WHAT IS BEING ASKED
What's needed is a word-for-word retyping of the entries below, pictures omitted.

=== Section Start ===

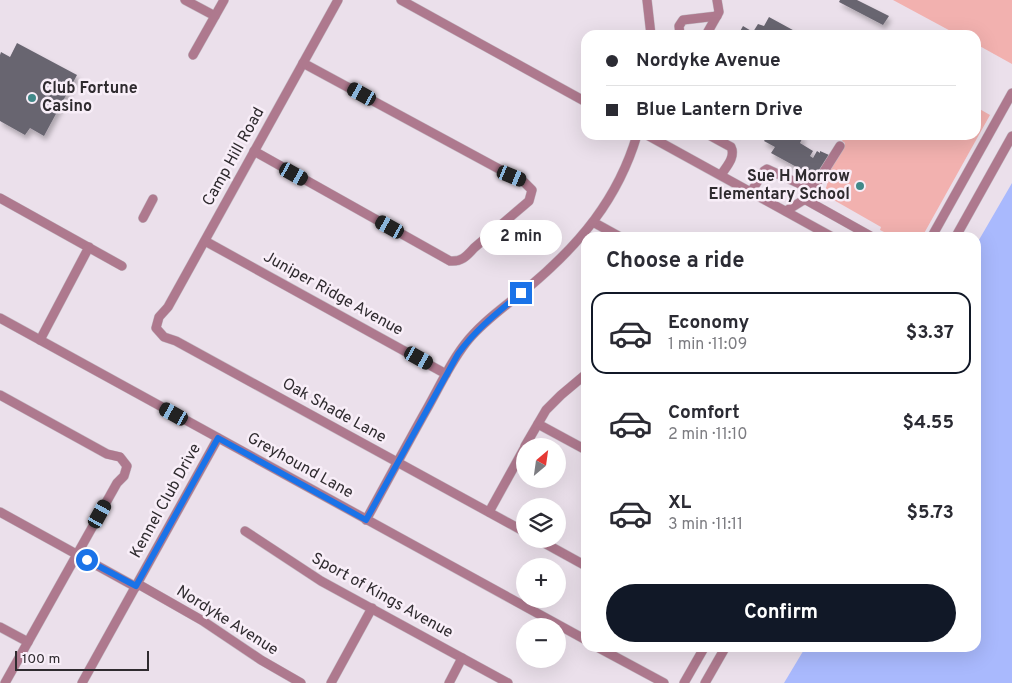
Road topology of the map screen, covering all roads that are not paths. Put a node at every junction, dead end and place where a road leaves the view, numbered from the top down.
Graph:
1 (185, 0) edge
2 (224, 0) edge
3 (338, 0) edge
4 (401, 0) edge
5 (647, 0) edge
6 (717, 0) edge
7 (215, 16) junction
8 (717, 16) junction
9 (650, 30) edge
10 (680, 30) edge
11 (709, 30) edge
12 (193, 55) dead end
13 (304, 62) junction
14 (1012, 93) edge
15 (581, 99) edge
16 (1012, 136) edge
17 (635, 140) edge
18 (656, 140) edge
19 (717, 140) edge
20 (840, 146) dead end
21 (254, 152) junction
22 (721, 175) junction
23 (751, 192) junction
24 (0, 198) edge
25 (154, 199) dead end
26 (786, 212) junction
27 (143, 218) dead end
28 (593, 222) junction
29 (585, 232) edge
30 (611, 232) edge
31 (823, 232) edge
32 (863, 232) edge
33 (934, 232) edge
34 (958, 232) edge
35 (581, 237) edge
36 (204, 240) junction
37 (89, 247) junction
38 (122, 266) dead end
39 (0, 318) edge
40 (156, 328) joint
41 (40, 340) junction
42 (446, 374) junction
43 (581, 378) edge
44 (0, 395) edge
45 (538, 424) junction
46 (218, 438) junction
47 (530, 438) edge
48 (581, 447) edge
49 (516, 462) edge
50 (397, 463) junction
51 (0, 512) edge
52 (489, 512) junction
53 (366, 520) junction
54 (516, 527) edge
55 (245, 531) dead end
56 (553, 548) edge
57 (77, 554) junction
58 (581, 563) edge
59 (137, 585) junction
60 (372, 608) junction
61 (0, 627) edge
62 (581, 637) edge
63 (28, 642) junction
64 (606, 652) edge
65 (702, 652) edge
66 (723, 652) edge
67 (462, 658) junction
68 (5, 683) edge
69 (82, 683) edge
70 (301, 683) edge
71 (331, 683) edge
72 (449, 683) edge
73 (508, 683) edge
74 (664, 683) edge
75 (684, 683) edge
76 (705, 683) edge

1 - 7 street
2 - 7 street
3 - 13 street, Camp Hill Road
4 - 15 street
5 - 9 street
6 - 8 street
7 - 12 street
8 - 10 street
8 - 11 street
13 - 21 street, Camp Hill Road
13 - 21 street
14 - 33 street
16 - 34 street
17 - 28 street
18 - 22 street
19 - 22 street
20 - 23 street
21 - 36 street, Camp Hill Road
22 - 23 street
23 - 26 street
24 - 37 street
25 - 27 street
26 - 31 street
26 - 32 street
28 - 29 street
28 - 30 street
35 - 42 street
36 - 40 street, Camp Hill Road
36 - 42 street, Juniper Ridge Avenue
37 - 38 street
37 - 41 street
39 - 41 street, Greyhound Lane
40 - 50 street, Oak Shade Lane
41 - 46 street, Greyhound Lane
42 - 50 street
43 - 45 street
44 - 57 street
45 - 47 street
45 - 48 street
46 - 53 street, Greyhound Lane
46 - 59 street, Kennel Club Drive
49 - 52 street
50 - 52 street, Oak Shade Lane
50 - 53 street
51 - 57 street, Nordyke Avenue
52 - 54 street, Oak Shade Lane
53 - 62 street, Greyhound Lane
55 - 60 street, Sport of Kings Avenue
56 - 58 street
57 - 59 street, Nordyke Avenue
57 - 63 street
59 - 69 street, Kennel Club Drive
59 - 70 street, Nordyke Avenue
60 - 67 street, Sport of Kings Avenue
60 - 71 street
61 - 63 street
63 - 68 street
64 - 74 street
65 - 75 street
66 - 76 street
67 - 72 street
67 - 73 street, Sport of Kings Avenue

=== Section End ===

RESULT FOR THIS TASK
Road topology of the map screen, covering all roads that are not paths. Put a node at every junction, dead end and place where a road leaves the view, numbered from the top down.
Graph:
1 (185, 0) edge
2 (224, 0) edge
3 (338, 0) edge
4 (401, 0) edge
5 (647, 0) edge
6 (717, 0) edge
7 (215, 16) junction
8 (717, 16) junction
9 (650, 30) edge
10 (680, 30) edge
11 (709, 30) edge
12 (193, 55) dead end
13 (304, 62) junction
14 (1012, 93) edge
15 (581, 99) edge
16 (1012, 136) edge
17 (635, 140) edge
18 (656, 140) edge
19 (717, 140) edge
20 (840, 146) dead end
21 (254, 152) junction
22 (721, 175) junction
23 (751, 192) junction
24 (0, 198) edge
25 (154, 199) dead end
26 (786, 212) junction
27 (143, 218) dead end
28 (593, 222) junction
29 (585, 232) edge
30 (611, 232) edge
31 (823, 232) edge
32 (863, 232) edge
33 (934, 232) edge
34 (958, 232) edge
35 (581, 237) edge
36 (204, 240) junction
37 (89, 247) junction
38 (122, 266) dead end
39 (0, 318) edge
40 (156, 328) joint
41 (40, 340) junction
42 (446, 374) junction
43 (581, 378) edge
44 (0, 395) edge
45 (538, 424) junction
46 (218, 438) junction
47 (530, 438) edge
48 (581, 447) edge
49 (516, 462) edge
50 (397, 463) junction
51 (0, 512) edge
52 (489, 512) junction
53 (366, 520) junction
54 (516, 527) edge
55 (245, 531) dead end
56 (553, 548) edge
57 (77, 554) junction
58 (581, 563) edge
59 (137, 585) junction
60 (372, 608) junction
61 (0, 627) edge
62 (581, 637) edge
63 (28, 642) junction
64 (606, 652) edge
65 (702, 652) edge
66 (723, 652) edge
67 (462, 658) junction
68 (5, 683) edge
69 (82, 683) edge
70 (301, 683) edge
71 (331, 683) edge
72 (449, 683) edge
73 (508, 683) edge
74 (664, 683) edge
75 (684, 683) edge
76 (705, 683) edge

1 - 7 street
2 - 7 street
3 - 13 street, Camp Hill Road
4 - 15 street
5 - 9 street
6 - 8 street
7 - 12 street
8 - 10 street
8 - 11 street
13 - 21 street, Camp Hill Road
13 - 21 street
14 - 33 street
16 - 34 street
17 - 28 street
18 - 22 street
19 - 22 street
20 - 23 street
21 - 36 street, Camp Hill Road
22 - 23 street
23 - 26 street
24 - 37 street
25 - 27 street
26 - 31 street
26 - 32 street
28 - 29 street
28 - 30 street
35 - 42 street
36 - 40 street, Camp Hill Road
36 - 42 street, Juniper Ridge Avenue
37 - 38 street
37 - 41 street
39 - 41 street, Greyhound Lane
40 - 50 street, Oak Shade Lane
41 - 46 street, Greyhound Lane
42 - 50 street
43 - 45 street
44 - 57 street
45 - 47 street
45 - 48 street
46 - 53 street, Greyhound Lane
46 - 59 street, Kennel Club Drive
49 - 52 street
50 - 52 street, Oak Shade Lane
50 - 53 street
51 - 57 street, Nordyke Avenue
52 - 54 street, Oak Shade Lane
53 - 62 street, Greyhound Lane
55 - 60 street, Sport of Kings Avenue
56 - 58 street
57 - 59 street, Nordyke Avenue
57 - 63 street
59 - 69 street, Kennel Club Drive
59 - 70 street, Nordyke Avenue
60 - 67 street, Sport of Kings Avenue
60 - 71 street
61 - 63 street
63 - 68 street
64 - 74 street
65 - 75 street
66 - 76 street
67 - 72 street
67 - 73 street, Sport of Kings Avenue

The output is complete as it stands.